While many buildings in South St. Paul Public Schools (SSPPS) have had updates and renovations over the years, and with more on the way thanks to a state grant for security updates at the Secondary School, perhaps the one with the most needs currently is Lincoln Center elementary.

“This building opened in 1952 as a junior high and it’s built like a Sherman tank,” said Glen Birnstengel, director of buildings and grounds. “But the mechanical systems are outdated, and despite the remodeling and updates we’ve made to the building over the years, it feels like we are just putting on band-aids. It doesn’t get us to where we really need to be in terms of building efficiencies or optimal learning spaces.”

As Craig walked the halls of Lincoln Center and stopped in to visit some classrooms, district leaders pointed out some of the additional needs the building. For example, there are no bathrooms in the preschool rooms or in the self-contained special education classrooms.

“The physical space of this building has been retrofitted the best we can to meet the specific need of our special education programs. The bathrooms are just one example,” said Kelly Tetrick, director of special services. “Our paraprofessionals spend a lot of time taking kids down the hall to the bathrooms rather than helping them with learning in the classroom. Self-contained programs, like our S.U.N. [Students with Unique Needs] classrooms, really need to have access to appropriate infrastructure that supports the specific needs of our programs.”

Special Education FundingCong. Craig learning from special education stduent

Lincoln Center’s S.U.N. (Students with Unique Needs) program provides services to approximately 22 special education students with significant needs, including autism spectrum disorder, cognitive delays and other physical and behavioral disabilities.
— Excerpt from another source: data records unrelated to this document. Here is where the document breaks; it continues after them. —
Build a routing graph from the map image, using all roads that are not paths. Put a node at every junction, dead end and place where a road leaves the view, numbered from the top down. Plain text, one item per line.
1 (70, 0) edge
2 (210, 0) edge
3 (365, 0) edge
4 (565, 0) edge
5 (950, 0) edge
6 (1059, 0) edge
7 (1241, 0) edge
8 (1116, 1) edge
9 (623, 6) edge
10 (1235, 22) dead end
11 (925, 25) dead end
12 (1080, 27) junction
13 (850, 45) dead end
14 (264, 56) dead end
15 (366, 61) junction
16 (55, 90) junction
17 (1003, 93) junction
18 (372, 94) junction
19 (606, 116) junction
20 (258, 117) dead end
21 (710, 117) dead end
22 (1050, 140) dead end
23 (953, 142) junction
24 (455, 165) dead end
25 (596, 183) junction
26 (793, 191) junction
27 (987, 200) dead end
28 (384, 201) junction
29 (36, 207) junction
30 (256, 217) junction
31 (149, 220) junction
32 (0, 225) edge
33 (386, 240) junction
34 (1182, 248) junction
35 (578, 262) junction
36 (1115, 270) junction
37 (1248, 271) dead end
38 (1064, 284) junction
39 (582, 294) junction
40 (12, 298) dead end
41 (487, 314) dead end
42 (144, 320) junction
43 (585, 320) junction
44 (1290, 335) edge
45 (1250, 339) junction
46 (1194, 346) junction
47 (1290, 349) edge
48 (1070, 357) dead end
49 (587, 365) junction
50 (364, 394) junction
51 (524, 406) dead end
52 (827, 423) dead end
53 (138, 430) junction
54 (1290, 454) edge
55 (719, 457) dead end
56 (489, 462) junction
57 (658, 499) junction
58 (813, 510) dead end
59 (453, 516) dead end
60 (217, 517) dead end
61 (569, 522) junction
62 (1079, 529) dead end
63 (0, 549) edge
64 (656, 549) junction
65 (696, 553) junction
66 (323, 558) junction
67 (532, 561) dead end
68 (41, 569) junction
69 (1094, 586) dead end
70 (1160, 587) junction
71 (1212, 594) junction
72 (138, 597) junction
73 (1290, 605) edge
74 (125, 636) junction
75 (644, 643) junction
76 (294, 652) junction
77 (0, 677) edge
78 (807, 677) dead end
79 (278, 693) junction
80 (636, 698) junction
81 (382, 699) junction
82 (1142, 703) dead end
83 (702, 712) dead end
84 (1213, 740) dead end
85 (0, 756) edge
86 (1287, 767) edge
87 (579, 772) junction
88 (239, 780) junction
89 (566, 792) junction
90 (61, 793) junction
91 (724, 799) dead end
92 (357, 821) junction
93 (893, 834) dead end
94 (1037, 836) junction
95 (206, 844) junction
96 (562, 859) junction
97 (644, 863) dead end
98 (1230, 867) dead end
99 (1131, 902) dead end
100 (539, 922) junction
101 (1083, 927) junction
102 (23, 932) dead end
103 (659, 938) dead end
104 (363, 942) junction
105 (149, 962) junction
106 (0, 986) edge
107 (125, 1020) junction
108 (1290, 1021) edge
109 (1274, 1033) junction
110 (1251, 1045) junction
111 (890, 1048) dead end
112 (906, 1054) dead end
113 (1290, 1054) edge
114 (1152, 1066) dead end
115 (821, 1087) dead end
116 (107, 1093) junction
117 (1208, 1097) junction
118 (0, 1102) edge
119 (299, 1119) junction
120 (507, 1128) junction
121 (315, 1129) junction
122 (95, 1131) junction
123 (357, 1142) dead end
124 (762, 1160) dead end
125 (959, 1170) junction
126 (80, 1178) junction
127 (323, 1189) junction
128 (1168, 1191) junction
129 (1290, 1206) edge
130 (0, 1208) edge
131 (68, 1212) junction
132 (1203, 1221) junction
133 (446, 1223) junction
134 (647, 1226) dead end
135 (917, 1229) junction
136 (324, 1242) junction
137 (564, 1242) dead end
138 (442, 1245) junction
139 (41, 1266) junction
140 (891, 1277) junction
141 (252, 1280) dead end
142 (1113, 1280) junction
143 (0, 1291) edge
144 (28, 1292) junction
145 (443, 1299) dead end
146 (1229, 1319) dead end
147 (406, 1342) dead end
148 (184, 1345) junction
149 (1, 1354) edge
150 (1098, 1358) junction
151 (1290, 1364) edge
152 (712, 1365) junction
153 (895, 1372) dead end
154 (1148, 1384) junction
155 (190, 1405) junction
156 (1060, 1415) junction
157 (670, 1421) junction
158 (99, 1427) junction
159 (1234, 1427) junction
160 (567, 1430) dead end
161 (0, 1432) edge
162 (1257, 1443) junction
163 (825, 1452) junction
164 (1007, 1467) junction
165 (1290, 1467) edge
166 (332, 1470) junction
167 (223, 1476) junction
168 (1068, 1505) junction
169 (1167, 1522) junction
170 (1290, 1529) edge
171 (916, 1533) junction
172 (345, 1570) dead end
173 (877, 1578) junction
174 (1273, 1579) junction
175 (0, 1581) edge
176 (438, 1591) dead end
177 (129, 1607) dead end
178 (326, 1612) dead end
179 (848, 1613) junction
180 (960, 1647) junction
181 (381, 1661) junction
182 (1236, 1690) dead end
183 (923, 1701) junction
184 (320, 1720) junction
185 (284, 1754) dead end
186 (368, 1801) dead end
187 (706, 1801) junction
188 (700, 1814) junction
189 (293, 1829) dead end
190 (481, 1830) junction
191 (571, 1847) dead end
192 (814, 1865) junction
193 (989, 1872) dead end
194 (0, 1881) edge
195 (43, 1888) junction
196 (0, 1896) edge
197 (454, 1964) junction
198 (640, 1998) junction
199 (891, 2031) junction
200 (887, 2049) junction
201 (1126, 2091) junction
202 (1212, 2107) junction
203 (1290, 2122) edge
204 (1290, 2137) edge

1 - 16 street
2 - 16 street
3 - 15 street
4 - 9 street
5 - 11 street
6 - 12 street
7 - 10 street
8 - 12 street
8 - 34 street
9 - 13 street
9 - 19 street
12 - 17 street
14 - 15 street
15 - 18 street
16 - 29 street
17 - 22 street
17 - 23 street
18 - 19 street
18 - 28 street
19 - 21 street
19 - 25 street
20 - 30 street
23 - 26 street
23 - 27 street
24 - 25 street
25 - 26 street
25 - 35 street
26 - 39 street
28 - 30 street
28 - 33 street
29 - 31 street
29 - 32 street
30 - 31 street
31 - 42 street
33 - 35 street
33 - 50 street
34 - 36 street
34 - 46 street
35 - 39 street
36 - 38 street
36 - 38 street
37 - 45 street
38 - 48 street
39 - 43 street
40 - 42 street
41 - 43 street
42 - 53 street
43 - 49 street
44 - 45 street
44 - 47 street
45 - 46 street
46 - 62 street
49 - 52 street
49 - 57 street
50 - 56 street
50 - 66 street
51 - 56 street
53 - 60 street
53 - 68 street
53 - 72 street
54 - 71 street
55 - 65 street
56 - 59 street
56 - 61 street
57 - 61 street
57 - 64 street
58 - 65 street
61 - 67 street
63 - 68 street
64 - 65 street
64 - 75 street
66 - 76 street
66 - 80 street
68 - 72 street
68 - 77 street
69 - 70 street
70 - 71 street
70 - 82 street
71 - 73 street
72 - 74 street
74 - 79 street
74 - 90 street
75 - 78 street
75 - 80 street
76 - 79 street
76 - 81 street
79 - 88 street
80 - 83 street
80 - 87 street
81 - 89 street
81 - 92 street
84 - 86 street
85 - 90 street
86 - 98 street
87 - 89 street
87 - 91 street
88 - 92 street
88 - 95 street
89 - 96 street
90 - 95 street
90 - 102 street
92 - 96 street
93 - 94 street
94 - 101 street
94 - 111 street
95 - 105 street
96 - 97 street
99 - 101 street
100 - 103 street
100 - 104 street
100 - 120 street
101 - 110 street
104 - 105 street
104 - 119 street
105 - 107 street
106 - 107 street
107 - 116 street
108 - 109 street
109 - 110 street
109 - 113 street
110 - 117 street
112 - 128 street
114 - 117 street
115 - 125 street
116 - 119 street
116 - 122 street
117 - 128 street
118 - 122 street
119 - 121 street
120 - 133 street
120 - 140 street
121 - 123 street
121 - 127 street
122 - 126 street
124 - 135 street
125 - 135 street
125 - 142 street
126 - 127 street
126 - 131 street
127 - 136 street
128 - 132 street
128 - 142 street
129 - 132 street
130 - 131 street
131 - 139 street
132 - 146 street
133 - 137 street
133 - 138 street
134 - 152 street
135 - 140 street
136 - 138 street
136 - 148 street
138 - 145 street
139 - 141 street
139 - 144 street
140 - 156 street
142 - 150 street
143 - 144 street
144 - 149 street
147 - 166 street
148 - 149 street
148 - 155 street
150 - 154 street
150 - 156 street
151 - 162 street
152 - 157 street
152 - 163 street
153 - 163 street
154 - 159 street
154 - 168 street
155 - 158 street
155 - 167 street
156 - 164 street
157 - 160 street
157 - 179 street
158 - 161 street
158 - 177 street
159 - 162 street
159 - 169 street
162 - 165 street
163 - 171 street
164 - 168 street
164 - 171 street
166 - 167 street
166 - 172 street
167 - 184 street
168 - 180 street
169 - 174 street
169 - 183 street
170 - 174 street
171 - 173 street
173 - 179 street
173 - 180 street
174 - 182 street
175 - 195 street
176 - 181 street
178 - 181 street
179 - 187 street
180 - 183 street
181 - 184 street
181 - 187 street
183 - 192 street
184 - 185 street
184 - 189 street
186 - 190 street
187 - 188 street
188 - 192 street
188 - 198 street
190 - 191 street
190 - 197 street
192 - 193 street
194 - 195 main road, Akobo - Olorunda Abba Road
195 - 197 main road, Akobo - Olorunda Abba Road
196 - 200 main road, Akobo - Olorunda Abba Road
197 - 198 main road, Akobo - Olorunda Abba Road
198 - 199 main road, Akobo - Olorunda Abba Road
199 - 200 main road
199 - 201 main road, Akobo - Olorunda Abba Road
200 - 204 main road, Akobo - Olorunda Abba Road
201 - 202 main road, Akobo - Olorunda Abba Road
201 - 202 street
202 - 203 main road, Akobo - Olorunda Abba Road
S.U.N. teacher Allison Jenson was working with her kindergarten students, many of whom are on the autism spectrum on Friday afternoon when Craig and other district officials entered the room. “Perfect timing,” exclaimed Jenson. “We can practice our social skills with real people rather than the tiger [a stuffed animal she was holding].” The result was several students running to Craig to introduce themselves and giving her hugs.

From there it was off to visit a lemonade and snack stand operated by S.U.N. program students. “Many of the students have goals around functional communication, social skills and social cognition, like eye contact, and self-regulation, like being able to maintain calm in different parts of the school day,” said Jenson. “Projects like the snack cart and lemonade stand give our students a chance to practice those things in real time. They take a lot of pride and ownership of their work with this project. It gives them the chance to get up and move during the day, and to interact with other adults in the building.”

Core programming for special education comes from a combination of state and federal funding. South St. Paul Public Schools (SSPPS) currently pays a cross-subsidy for special education of about $3 million. “We have about $8 million in special education expenditures in South St. Paul, but only receive $5 million in revenue - $4 million of which comes from the state, and less than $1 million from federal funding. That leaves $3 million coming out of the general fund to support the needs of students with special needs,” said Director of Finance Aaron Bushberger. “We strongly believe in supporting the needs of all students and are committed to fulfilling the special education mandate required of us under federal legislation, but we are not receiving the revenue from the federal government that was promised to schools under IDEA [Individuals With Disabilities Education Act].”

In all, Craig was very impressed with the students, staff and programs at Lincoln Center. “You can tell the quality of a school by the enthusiasm of the students and the culture of the staff,” she said as she left the building. “It is clear this is a great school.”